This page contains the following information:
Document rank distribution
The Document Rank Distribution is one of the monitoring charts in the Active Learning project homepage. This ranks each document in the model, including manually-selected documents, based on how it relates to the overall project. A relevance rank near zero indicates the model believes the document is more likely coded on the negative review field choice. On the other hand, a rank closer to 100 means the model believes a document is more likely to be coded on the positive review field choice. In the early stages of an Active Learning project, most documents will have a relevance rank score between 40 and 60 until the model begins training.
The review state of the documents are also overlaid on this distribution. Note that it is possible for a document coded on the positive choice to have a lower relevance ranking; this is because the rank is simply the model's prediction.
The dashboard reports documents reviewed from the Prioritized Review queue, as well as documents coded outside of the queue.
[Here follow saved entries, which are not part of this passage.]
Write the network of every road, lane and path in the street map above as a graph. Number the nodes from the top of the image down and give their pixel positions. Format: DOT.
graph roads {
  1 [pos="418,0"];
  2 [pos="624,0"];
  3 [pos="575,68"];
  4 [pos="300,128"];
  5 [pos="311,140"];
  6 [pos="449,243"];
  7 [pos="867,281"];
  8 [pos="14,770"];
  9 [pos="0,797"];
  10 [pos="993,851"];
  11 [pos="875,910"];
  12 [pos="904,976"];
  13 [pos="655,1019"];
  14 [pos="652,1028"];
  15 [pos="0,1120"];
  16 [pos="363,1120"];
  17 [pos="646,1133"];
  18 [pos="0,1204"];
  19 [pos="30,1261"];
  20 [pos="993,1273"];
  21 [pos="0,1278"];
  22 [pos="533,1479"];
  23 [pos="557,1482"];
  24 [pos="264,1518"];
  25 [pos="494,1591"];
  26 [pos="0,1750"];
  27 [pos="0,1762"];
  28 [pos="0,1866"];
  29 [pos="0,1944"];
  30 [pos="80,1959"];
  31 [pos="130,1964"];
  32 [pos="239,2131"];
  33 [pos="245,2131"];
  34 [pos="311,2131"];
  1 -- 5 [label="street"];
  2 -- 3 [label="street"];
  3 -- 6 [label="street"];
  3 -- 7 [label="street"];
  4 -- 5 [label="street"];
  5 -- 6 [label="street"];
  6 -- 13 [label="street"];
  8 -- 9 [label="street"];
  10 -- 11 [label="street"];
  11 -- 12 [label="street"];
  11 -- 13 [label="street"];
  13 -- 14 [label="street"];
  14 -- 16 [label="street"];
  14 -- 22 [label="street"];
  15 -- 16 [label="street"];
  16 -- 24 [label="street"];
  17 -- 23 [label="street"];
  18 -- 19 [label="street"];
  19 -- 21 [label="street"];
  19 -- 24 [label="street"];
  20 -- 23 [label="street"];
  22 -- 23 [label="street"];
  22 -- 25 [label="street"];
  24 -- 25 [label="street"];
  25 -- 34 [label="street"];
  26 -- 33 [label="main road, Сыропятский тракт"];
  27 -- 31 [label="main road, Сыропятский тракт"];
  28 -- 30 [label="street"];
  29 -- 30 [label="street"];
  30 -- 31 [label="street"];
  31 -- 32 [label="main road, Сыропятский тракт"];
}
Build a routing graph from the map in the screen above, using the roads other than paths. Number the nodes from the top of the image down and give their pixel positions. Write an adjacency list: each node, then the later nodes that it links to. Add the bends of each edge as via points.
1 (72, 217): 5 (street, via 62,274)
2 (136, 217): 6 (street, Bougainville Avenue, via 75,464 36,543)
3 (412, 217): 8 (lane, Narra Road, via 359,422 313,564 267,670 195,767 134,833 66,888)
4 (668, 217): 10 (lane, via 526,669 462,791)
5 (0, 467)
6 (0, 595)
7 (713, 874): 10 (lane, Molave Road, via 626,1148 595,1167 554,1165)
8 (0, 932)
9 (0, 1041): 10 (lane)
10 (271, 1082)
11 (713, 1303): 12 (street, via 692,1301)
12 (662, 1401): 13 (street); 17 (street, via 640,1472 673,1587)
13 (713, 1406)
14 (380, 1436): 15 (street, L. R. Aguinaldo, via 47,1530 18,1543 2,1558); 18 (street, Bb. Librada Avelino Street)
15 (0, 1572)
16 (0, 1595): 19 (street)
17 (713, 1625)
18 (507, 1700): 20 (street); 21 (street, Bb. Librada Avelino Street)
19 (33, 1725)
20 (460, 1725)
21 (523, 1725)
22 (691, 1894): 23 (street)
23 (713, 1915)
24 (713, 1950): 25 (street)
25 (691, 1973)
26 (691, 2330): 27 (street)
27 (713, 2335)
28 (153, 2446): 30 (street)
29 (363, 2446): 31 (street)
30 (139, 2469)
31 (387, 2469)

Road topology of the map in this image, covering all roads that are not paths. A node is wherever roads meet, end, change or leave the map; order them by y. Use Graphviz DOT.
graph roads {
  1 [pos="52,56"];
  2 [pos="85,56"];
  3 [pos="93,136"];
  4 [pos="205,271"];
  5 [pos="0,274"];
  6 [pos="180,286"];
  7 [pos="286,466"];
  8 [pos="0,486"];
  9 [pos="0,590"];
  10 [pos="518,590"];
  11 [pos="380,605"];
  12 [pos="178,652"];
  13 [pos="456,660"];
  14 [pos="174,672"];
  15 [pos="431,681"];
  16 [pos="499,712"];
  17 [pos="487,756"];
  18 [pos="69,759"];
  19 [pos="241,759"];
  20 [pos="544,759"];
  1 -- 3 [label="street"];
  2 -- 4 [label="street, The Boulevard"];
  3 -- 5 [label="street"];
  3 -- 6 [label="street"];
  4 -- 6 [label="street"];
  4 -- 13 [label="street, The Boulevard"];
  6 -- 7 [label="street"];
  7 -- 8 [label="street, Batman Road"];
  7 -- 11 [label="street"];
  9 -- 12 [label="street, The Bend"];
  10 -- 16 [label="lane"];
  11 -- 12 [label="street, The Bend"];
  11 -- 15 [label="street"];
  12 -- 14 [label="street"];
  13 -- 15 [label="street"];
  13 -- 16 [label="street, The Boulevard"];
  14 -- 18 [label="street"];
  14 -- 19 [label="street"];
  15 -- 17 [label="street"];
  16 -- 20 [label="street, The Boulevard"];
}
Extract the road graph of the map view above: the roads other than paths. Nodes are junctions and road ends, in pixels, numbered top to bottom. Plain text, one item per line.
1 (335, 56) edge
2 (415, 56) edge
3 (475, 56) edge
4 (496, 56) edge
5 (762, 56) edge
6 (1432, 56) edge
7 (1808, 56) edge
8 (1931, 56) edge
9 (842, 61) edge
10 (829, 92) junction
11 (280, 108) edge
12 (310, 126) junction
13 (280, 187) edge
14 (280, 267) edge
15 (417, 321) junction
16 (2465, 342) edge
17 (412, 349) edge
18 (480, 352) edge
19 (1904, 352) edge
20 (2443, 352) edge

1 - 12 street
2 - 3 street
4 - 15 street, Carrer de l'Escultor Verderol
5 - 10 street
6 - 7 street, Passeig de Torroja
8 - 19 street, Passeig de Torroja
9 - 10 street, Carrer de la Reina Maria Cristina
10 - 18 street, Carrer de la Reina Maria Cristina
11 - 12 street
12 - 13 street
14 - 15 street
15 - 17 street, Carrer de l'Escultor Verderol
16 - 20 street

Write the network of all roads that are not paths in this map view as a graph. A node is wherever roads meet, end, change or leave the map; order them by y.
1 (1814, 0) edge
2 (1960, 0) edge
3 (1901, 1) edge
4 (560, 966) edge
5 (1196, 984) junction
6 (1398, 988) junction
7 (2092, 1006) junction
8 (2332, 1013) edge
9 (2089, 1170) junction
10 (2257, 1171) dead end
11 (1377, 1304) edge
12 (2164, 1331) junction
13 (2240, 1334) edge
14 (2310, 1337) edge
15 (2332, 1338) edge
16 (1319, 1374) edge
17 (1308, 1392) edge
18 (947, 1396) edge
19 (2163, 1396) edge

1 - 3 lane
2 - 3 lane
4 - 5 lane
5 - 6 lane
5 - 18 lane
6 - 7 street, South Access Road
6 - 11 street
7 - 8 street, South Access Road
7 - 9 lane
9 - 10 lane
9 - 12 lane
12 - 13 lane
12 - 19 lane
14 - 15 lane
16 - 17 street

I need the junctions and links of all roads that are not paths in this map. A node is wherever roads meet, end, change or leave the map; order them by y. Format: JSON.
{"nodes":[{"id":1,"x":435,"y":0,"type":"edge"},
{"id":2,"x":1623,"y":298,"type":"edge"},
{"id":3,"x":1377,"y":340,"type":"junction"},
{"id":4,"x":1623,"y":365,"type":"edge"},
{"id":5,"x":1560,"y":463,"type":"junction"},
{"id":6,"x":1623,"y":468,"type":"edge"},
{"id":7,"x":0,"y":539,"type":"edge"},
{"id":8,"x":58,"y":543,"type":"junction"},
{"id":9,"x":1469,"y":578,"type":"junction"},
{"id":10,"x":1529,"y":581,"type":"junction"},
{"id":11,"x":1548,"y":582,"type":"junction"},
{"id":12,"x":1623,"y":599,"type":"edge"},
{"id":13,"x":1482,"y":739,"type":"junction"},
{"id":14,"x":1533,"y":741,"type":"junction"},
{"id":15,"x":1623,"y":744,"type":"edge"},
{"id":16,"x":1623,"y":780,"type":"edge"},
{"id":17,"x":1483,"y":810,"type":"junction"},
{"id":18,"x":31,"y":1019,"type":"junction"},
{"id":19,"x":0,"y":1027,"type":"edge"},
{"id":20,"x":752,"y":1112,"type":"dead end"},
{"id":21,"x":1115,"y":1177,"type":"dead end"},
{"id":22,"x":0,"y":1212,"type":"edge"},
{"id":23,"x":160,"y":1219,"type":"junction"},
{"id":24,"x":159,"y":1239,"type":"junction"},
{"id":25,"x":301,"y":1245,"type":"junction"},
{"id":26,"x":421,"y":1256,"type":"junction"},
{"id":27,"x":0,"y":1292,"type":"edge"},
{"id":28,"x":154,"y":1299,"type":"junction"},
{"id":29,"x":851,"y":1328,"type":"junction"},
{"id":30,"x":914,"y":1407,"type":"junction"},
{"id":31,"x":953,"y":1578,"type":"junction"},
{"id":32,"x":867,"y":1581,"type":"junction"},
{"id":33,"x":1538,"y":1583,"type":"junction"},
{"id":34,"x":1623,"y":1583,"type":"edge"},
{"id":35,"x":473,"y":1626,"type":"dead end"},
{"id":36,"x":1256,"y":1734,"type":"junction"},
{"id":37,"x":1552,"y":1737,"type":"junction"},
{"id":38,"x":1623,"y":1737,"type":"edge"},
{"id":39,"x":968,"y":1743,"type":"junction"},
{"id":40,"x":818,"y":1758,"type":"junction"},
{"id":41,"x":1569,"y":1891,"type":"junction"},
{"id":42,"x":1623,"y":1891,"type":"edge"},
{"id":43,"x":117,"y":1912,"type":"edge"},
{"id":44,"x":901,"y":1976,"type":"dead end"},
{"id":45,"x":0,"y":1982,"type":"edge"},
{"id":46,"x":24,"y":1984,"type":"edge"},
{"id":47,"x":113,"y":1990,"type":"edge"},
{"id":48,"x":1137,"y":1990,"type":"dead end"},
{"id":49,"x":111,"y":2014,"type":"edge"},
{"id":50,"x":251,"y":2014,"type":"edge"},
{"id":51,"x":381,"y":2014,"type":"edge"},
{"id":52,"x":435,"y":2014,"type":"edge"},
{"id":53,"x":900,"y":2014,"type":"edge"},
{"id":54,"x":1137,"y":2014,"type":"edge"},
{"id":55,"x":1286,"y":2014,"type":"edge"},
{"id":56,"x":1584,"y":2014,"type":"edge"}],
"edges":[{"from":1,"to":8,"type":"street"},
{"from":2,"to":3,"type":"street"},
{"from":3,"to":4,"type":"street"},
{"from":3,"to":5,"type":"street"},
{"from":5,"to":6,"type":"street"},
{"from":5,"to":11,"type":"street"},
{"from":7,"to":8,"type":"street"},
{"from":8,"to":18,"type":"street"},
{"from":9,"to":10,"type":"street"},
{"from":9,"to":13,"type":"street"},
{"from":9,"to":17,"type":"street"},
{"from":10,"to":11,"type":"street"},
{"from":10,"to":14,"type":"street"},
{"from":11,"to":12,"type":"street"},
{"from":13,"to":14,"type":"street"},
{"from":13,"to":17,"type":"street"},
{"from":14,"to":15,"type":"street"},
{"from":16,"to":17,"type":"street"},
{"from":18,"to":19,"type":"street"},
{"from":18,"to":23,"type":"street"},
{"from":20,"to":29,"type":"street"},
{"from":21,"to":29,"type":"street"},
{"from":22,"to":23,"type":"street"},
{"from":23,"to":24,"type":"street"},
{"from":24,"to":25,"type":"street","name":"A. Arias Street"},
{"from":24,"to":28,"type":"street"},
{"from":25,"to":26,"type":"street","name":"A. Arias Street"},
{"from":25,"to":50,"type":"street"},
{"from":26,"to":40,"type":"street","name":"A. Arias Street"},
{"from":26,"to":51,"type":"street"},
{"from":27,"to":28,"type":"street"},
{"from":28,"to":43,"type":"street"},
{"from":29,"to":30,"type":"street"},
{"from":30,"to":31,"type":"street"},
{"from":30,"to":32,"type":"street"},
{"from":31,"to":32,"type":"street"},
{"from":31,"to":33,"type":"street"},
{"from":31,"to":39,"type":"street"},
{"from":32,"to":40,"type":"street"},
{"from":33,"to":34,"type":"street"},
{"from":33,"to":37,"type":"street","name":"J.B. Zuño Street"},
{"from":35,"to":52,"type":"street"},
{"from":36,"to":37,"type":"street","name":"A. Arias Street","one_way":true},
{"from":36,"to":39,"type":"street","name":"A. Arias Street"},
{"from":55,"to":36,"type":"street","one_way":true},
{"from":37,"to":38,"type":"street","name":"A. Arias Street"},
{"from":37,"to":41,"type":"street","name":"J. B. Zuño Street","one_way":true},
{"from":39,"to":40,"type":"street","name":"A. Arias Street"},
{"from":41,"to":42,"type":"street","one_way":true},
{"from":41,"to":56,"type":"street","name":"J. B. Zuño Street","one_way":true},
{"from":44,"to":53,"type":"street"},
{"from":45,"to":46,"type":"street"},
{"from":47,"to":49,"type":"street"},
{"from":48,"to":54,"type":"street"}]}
Admins will see the following colors on the chart:
- Blue (Coded Positive Choice) - a document was coded on the positive choice review field.
- Yellow (Coded Negative Choice) - a document was coded on the negative choice review field.
- Purple (Not Reviewed) - the documents are within the project's scope, but have not yet been coded and are based on Relativity's predictions.
- Green (Skipped) - a document was skipped.
- Red (Suppressed Duplicate) - the documents are suppressed because their learning is taken care of by other textually similar documents.
Note: When a full population is performed, all previously identified suppressed documents are marked as "Not Reviewed" in the Document Rank Distribution chart.
Document rank distribution chart
You can interact with the Document Rank Distribution Chart to hide the different categories of documents. You can easily view particular categories of documents that remain in the chart. For example, to hide the Not Reviewed documents, click Not Reviewed. Upon clicking, the bar chart will rescale for the remaining documents.
Monitoring document rank distribution
Use the rank distribution chart to understand the following:
- The number of predicted, relevant documents that remain for review.
- The agreement between reviewers and the Active Learning model.
- The number of documents the model does not understand well.
As the model learns throughout the project life cycle, the Rank Distribution is expected to gravitate toward 0 or 100 depending on how documents are coded on the positive choice or negative choice. If a coding decision is updated on a Prioritized Review document, it will not change to a manually selected document. Each time an admin accesses this page - via a page refresh or from a different page - the latest data will reflect in the Project Home display.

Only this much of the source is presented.